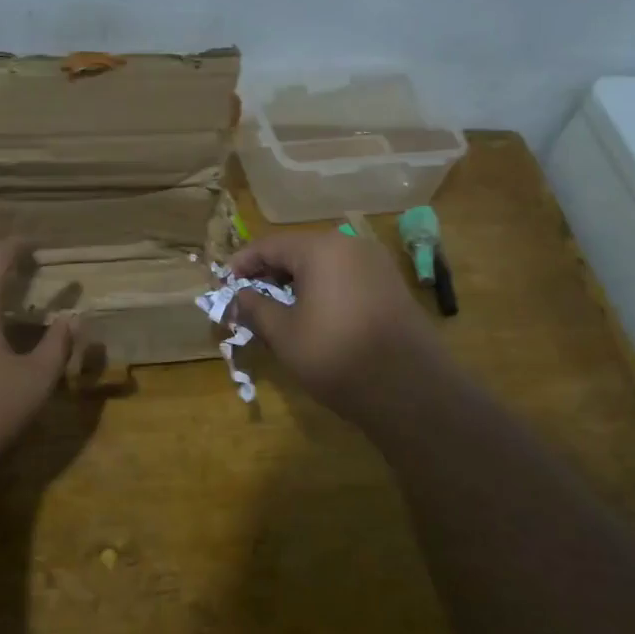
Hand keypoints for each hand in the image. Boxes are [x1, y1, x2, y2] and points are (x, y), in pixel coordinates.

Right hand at [228, 231, 441, 418]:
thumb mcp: (285, 334)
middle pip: (299, 250)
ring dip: (297, 281)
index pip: (270, 245)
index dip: (243, 263)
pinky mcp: (391, 286)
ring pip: (324, 264)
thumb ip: (257, 307)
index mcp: (321, 249)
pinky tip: (312, 314)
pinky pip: (346, 277)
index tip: (225, 282)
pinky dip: (323, 288)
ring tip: (277, 308)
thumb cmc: (336, 355)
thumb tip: (242, 294)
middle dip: (270, 272)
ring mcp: (376, 265)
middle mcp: (351, 246)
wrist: (409, 388)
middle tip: (248, 297)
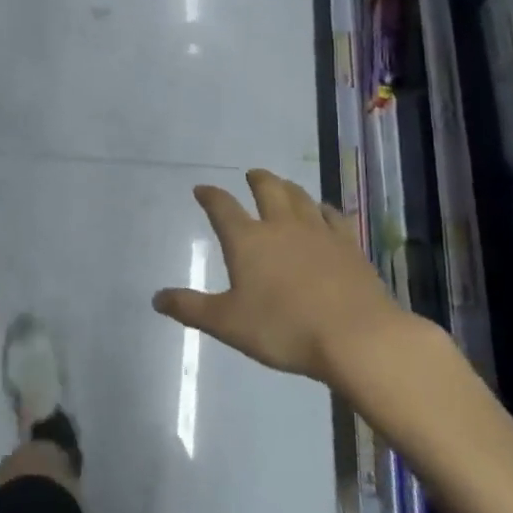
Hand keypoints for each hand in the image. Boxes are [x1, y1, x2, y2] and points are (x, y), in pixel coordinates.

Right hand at [152, 170, 434, 395]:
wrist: (356, 337)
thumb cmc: (284, 329)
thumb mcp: (227, 323)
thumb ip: (191, 309)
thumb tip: (157, 298)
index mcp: (247, 240)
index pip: (222, 208)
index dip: (210, 196)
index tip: (202, 189)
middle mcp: (281, 226)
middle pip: (267, 190)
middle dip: (257, 180)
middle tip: (251, 175)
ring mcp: (319, 232)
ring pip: (301, 197)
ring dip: (288, 187)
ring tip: (283, 185)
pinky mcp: (349, 245)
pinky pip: (334, 216)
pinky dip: (324, 209)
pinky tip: (324, 211)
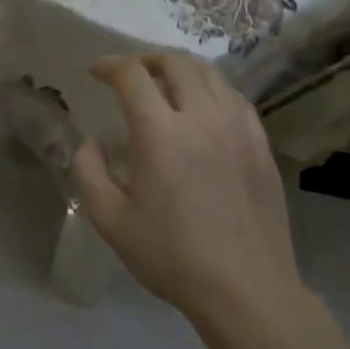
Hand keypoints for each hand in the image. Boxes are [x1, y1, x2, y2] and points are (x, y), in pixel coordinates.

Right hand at [71, 52, 298, 319]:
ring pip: (209, 74)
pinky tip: (202, 109)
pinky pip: (234, 97)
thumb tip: (90, 143)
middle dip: (145, 59)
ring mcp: (238, 127)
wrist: (246, 289)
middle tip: (129, 74)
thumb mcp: (111, 220)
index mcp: (160, 132)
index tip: (95, 72)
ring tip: (164, 84)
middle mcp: (202, 116)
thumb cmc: (171, 256)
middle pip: (175, 62)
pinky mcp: (261, 143)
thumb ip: (89, 172)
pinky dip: (211, 89)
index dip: (109, 65)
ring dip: (180, 69)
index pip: (131, 75)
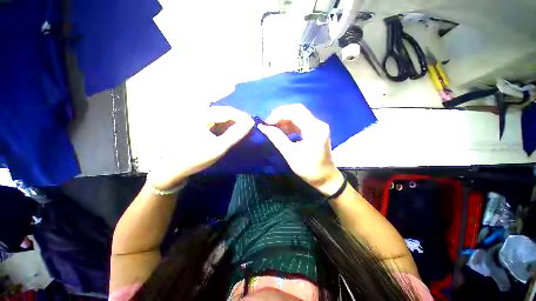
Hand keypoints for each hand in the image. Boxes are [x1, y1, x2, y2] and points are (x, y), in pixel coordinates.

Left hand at [149, 106, 253, 189]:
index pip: (228, 111)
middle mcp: (198, 111)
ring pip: (219, 114)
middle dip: (237, 118)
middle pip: (223, 111)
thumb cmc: (196, 158)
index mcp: (201, 115)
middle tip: (247, 127)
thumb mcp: (219, 147)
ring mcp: (196, 116)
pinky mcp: (195, 122)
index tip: (252, 124)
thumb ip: (236, 134)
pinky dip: (223, 123)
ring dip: (231, 120)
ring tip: (241, 128)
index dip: (242, 116)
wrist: (174, 167)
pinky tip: (228, 129)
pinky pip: (214, 119)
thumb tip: (250, 123)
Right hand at [258, 104, 343, 195]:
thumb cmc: (308, 169)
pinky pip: (300, 122)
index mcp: (314, 129)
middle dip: (281, 115)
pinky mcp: (315, 130)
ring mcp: (317, 126)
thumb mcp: (290, 154)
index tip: (267, 123)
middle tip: (269, 124)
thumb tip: (262, 127)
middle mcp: (318, 123)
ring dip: (284, 119)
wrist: (325, 178)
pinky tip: (282, 131)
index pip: (295, 111)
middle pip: (297, 110)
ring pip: (298, 115)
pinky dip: (289, 124)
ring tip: (273, 128)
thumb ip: (276, 138)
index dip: (278, 114)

━━━━━━━━

— TASK BRIEF —
Set down, exactly as they appear above, all lines from the one that has "index dip: (243, 263)" down to the one that has "ring mcp: (376, 265)", including those two and no others.

— RESULT —
index dip: (243, 263)
pinky mcp: (391, 286)
ring pip: (324, 264)
thumb ip: (257, 307)
index mcp: (321, 249)
pinky tip: (312, 314)
pinky pip: (346, 277)
index tip: (225, 282)
pinky dip: (323, 288)
ring tip: (277, 308)
thumb cmc: (336, 355)
thumb tip: (242, 294)
middle dip: (270, 272)
ring mcp: (376, 265)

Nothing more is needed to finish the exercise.